Segment Open

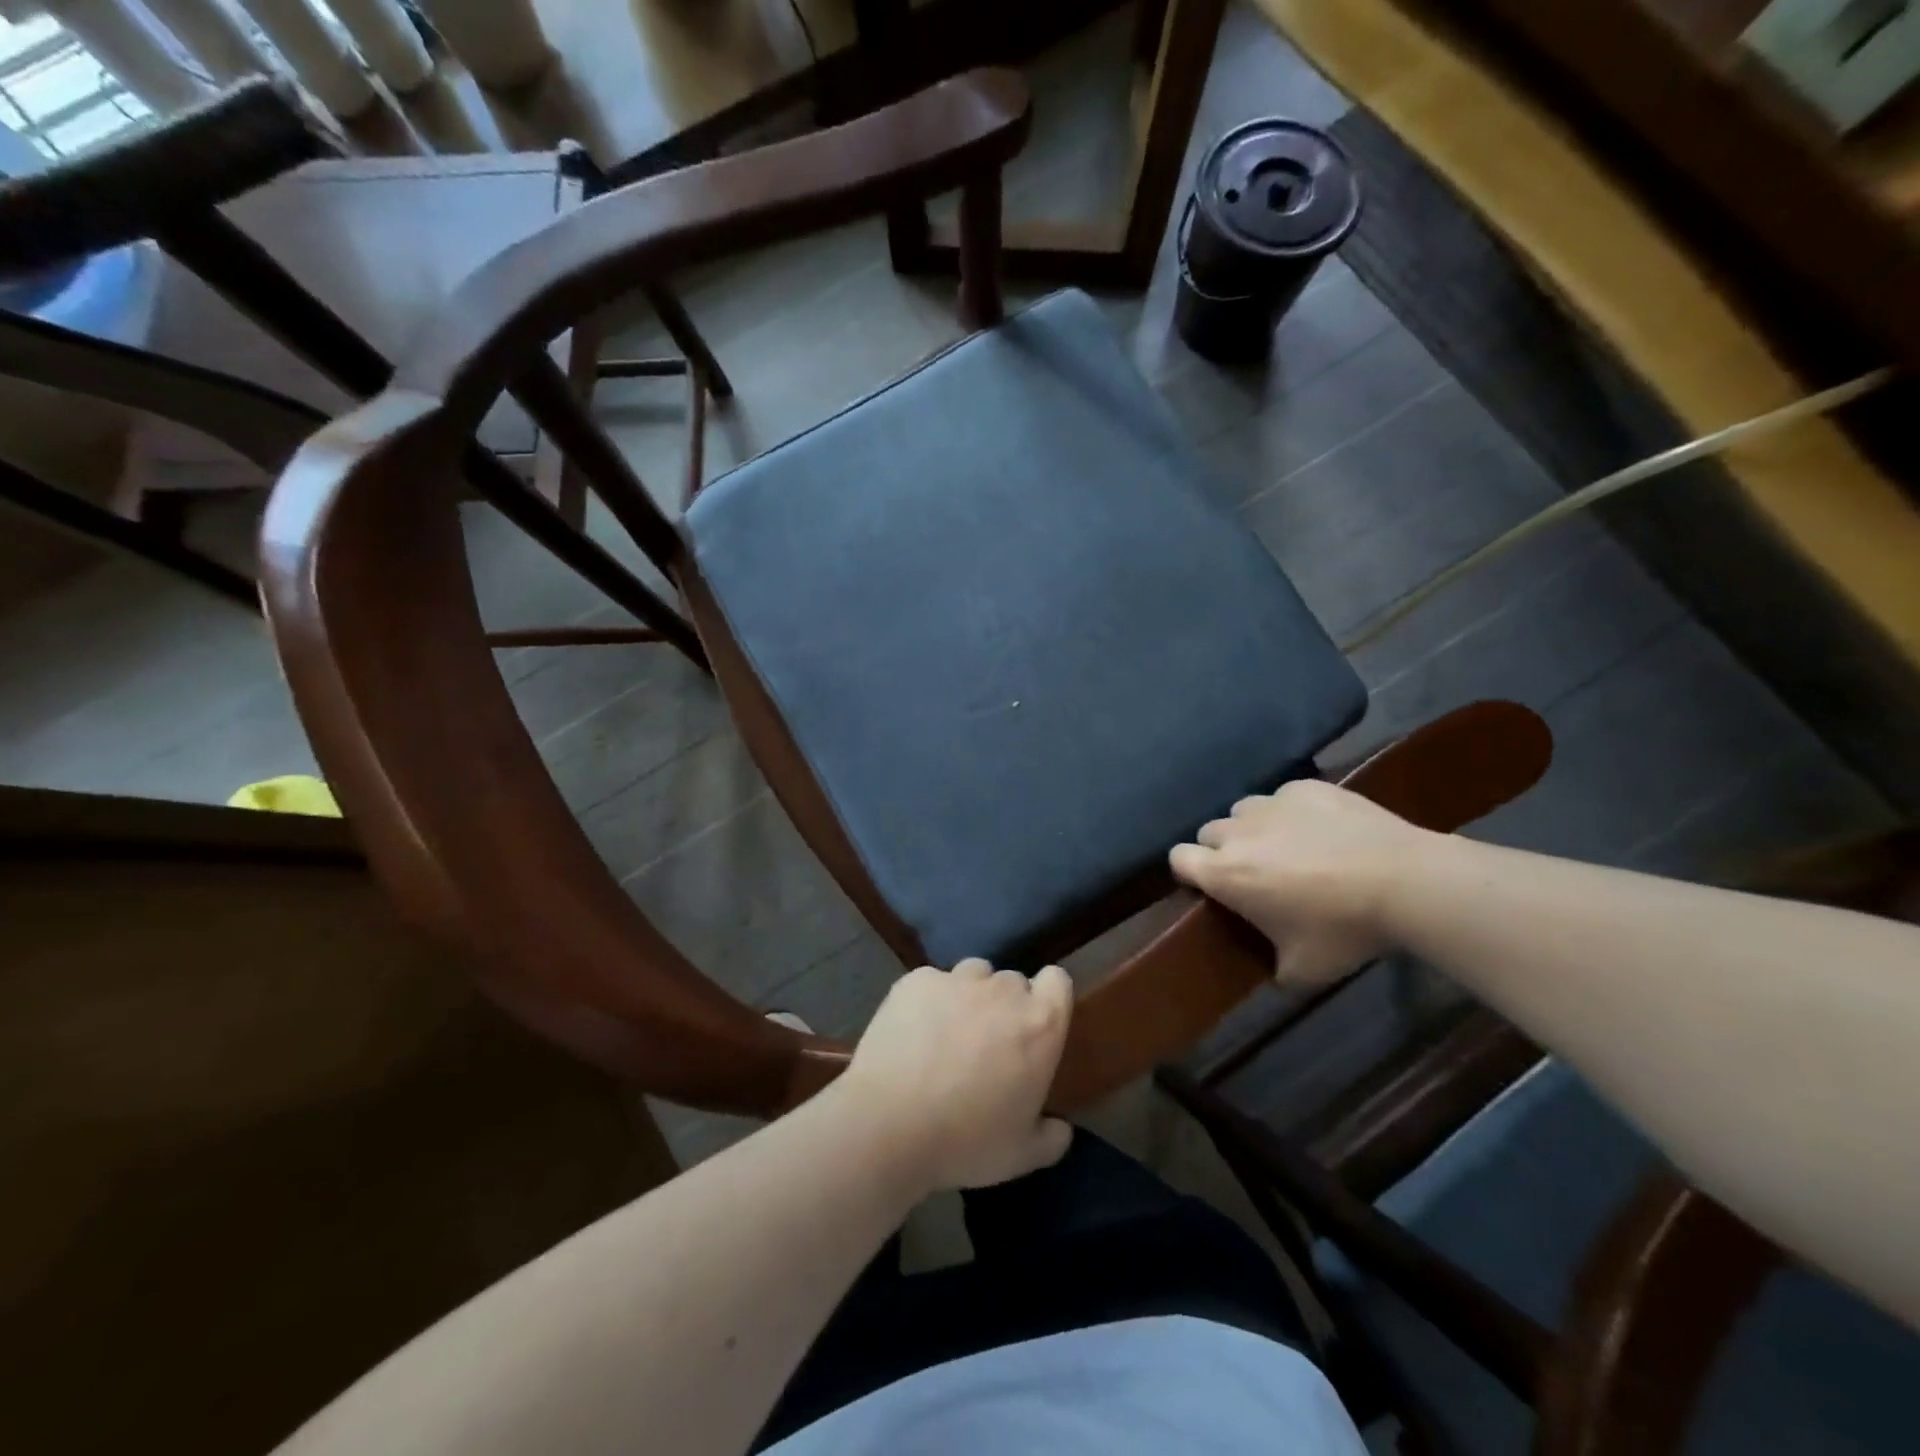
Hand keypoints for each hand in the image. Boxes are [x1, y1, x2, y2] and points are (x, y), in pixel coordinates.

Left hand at [838, 960, 1073, 1193]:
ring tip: (948, 1033)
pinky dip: (928, 1000)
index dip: (1048, 997)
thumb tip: (1061, 1128)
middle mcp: (1004, 990)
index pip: (1057, 981)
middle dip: (1005, 1006)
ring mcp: (957, 980)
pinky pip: (932, 982)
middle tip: (987, 1044)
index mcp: (1040, 1024)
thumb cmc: (966, 1141)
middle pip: (1012, 982)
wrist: (889, 1124)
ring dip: (969, 997)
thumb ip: (1051, 1138)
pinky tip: (913, 1032)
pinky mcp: (917, 980)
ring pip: (973, 975)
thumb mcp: (1021, 1156)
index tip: (1035, 1024)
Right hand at [1170, 779, 1427, 983]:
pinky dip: (1291, 812)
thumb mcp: (1305, 970)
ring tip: (1286, 846)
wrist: (1404, 881)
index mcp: (1225, 874)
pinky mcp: (1305, 787)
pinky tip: (1321, 829)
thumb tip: (1275, 973)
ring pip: (1243, 810)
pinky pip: (1283, 797)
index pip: (1177, 858)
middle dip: (1222, 850)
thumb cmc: (1344, 929)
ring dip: (1253, 828)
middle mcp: (1238, 832)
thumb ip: (1276, 969)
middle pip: (1209, 832)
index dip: (1188, 872)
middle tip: (1254, 872)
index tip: (1210, 886)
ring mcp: (1272, 804)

Segment Closed

All lines from the one with "ring tip: (948, 1033)" to the end of the records must be set down exactly. Skip every line before it.

Task answer »
ring tip: (948, 1033)
pinky dip: (928, 1000)
index dip: (1048, 997)
thumb tip: (1061, 1128)
middle mcp: (1004, 990)
index pip: (1057, 981)
middle dip: (1005, 1006)
ring mcp: (957, 980)
pinky pip: (932, 982)
middle tip: (987, 1044)
index mcp: (1040, 1024)
thumb cmc: (966, 1141)
middle pip: (1012, 982)
wrist: (889, 1124)
ring dip: (969, 997)
thumb ip: (1051, 1138)
pinky tip: (913, 1032)
pinky mcp: (917, 980)
ring pip: (973, 975)
thumb mcp: (1021, 1156)
index tip: (1035, 1024)
Right hand at [1170, 779, 1427, 983]:
pinky dip: (1291, 812)
thumb mcp: (1305, 970)
ring tip: (1286, 846)
wrist: (1404, 881)
index mcp: (1225, 874)
pinky mcp: (1305, 787)
pinky tip: (1321, 829)
thumb tip: (1275, 973)
ring pip: (1243, 810)
pinky pip: (1283, 797)
index pip: (1177, 858)
middle dip: (1222, 850)
thumb cmc: (1344, 929)
ring dip: (1253, 828)
middle mcp: (1238, 832)
thumb ip: (1276, 969)
middle pip: (1209, 832)
index dip: (1188, 872)
middle tip: (1254, 872)
index tip: (1210, 886)
ring mcp: (1272, 804)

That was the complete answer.